* _STORED DATA_:
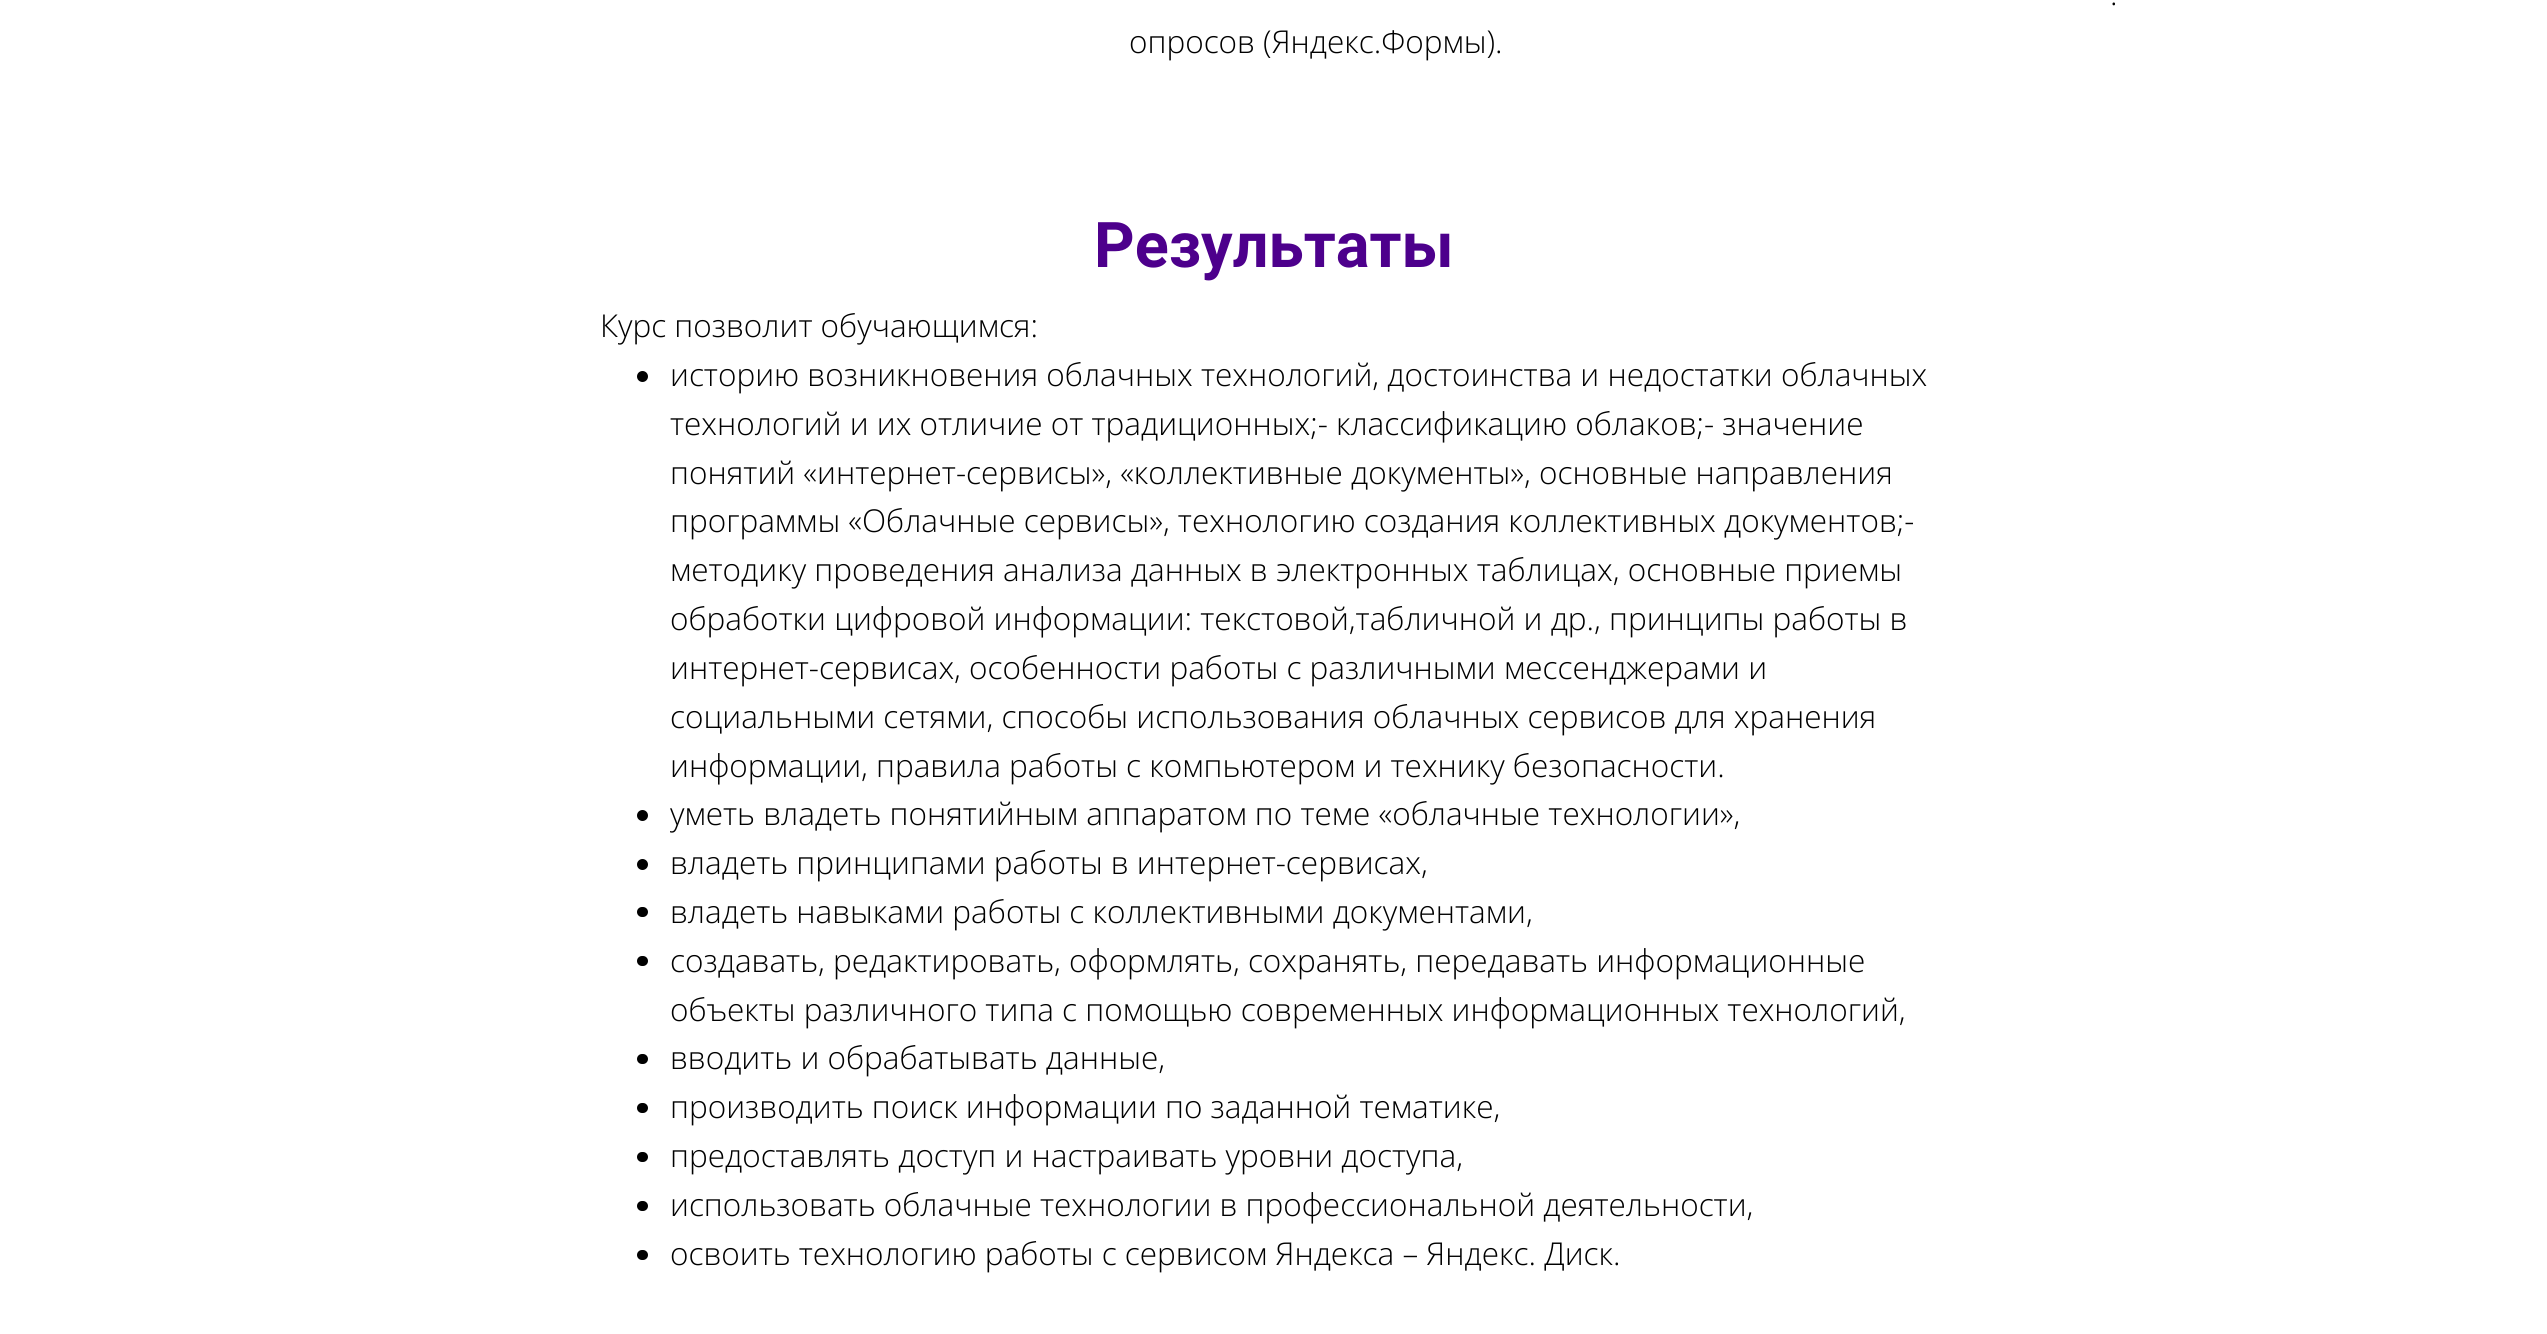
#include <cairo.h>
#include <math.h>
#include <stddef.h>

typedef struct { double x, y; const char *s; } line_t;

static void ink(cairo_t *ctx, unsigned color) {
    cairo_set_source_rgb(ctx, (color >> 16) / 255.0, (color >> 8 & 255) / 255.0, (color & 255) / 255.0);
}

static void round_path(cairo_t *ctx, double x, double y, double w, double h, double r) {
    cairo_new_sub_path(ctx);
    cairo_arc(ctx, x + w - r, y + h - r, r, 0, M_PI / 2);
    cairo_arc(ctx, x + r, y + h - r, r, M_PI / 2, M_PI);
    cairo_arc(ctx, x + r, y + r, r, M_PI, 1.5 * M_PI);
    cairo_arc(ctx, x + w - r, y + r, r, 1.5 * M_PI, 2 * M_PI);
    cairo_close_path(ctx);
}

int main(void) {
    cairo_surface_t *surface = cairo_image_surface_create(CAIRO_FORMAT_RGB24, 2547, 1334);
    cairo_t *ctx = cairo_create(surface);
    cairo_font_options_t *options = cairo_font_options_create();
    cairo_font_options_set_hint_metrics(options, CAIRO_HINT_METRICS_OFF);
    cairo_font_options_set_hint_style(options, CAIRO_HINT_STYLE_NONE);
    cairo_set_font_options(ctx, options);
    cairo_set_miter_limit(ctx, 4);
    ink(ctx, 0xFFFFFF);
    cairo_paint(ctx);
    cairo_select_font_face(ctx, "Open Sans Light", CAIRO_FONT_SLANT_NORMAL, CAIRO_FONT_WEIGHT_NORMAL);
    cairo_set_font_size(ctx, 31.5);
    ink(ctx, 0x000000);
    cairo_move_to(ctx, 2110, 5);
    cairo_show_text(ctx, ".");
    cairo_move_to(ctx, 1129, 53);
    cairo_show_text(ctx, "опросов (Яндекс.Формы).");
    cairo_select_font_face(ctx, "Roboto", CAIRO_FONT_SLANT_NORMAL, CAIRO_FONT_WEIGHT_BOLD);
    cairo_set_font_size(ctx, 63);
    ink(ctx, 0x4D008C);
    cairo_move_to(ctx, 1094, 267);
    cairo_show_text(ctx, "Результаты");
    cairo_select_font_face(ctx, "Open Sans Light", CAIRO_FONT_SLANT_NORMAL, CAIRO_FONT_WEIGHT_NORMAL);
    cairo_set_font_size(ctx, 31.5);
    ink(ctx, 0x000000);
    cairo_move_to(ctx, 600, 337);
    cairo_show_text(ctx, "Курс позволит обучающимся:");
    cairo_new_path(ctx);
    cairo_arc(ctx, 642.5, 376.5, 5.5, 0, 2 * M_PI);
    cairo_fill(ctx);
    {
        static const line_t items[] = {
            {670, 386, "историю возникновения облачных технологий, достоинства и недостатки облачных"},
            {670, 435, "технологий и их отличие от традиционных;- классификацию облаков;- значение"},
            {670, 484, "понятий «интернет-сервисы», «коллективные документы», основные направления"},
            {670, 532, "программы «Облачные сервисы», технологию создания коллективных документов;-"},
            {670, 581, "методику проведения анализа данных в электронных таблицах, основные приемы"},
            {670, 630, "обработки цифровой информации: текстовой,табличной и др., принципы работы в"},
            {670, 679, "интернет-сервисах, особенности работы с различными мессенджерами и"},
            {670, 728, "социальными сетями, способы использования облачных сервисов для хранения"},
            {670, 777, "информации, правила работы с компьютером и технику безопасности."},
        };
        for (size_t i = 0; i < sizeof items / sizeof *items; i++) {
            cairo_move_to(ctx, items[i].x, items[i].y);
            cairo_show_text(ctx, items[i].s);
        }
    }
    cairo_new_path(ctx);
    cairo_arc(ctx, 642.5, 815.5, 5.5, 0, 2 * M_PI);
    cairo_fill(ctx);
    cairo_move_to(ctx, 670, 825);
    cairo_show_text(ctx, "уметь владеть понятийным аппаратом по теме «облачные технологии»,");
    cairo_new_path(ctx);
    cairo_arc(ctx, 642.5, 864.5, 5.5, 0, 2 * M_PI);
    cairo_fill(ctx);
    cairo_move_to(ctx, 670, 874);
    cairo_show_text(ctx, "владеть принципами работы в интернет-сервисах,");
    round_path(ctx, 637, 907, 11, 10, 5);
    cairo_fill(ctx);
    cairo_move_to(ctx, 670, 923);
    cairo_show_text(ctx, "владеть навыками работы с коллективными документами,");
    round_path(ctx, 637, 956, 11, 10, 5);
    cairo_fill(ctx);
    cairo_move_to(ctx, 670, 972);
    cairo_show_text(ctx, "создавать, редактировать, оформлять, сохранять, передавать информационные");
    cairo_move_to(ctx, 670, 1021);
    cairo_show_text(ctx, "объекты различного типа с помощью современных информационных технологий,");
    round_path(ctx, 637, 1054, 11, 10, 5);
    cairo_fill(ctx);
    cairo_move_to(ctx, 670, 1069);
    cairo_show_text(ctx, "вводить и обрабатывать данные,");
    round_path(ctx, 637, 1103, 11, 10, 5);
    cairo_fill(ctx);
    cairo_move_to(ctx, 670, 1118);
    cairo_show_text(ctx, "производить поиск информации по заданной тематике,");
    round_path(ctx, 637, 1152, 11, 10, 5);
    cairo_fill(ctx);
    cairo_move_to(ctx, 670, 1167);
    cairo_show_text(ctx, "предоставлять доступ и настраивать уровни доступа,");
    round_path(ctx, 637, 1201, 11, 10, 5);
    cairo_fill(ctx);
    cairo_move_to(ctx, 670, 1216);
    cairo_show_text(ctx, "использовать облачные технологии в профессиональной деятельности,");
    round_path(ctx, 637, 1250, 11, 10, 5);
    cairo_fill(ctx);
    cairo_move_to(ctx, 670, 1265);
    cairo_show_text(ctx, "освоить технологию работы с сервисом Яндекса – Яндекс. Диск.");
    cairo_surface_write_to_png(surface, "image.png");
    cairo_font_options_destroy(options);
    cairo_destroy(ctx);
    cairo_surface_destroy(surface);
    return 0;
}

--

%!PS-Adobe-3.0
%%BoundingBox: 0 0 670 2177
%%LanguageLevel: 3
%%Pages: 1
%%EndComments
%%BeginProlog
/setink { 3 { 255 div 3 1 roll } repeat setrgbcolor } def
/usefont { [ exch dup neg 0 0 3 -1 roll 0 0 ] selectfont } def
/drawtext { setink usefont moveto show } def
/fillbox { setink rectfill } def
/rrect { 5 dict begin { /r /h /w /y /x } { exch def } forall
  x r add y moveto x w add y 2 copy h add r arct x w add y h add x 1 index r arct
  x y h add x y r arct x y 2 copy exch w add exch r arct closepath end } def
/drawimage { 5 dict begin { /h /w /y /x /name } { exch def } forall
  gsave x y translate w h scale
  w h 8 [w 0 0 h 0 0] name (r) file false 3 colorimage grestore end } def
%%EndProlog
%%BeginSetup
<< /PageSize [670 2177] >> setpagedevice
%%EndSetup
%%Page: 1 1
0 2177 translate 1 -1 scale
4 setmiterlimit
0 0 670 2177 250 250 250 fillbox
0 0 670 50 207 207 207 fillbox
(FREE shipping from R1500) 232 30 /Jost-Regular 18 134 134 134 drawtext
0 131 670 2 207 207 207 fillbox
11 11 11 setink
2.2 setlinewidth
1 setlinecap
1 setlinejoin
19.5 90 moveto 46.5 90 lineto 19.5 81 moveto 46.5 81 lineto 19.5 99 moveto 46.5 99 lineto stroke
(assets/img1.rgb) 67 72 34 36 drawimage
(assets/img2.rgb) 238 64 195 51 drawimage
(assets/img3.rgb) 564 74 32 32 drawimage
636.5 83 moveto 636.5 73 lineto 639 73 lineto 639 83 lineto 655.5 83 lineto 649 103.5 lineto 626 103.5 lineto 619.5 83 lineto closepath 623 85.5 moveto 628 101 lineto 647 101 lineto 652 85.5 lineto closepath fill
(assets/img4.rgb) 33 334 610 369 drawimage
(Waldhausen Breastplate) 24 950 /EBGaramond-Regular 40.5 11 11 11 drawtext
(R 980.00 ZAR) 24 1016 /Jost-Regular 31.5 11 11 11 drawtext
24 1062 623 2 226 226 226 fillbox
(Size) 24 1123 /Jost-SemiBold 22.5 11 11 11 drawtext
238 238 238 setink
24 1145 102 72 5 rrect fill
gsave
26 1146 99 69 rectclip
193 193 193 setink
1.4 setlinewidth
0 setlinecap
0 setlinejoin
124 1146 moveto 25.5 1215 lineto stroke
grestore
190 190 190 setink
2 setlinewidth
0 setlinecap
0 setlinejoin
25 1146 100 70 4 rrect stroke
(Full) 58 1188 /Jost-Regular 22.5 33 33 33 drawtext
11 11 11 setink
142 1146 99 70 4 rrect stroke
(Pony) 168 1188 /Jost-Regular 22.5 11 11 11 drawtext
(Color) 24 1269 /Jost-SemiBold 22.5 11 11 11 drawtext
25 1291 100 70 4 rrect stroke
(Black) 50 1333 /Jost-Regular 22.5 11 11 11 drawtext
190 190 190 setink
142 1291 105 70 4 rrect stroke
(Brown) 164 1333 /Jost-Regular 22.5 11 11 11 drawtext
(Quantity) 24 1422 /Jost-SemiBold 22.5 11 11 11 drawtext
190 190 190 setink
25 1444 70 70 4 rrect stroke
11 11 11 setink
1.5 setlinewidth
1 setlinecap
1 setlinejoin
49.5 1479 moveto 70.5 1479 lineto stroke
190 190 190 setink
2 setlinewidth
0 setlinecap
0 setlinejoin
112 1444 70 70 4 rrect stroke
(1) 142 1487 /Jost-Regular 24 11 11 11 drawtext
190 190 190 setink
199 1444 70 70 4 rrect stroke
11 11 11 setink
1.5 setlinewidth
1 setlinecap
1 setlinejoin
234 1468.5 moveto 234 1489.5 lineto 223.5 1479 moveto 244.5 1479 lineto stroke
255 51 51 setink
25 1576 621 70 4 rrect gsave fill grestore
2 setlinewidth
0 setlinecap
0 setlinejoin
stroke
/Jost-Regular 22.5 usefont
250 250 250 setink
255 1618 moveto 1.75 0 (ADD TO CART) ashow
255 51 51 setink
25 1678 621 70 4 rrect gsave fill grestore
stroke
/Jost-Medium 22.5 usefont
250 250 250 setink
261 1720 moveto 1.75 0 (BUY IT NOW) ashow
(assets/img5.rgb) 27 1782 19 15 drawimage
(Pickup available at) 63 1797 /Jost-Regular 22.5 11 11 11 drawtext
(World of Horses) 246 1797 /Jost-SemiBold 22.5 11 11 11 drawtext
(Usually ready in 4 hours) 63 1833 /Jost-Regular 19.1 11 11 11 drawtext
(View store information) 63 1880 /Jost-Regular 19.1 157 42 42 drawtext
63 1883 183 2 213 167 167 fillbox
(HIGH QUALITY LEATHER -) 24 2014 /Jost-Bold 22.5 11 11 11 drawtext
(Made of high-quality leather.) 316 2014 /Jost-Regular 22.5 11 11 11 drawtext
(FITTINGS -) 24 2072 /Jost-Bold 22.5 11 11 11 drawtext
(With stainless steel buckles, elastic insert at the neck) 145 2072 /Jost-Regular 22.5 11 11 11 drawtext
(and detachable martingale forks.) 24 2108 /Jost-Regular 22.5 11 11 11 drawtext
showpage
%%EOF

* _TASK DESCRIPTION_: Extract, from the listing above, every line where the string "forall" occurs.

* _EXERCISE OUTPUT_:
/rrect { 5 dict begin { /r /h /w /y /x } { exch def } forall
/drawimage { 5 dict begin { /h /w /y /x /name } { exch def } forall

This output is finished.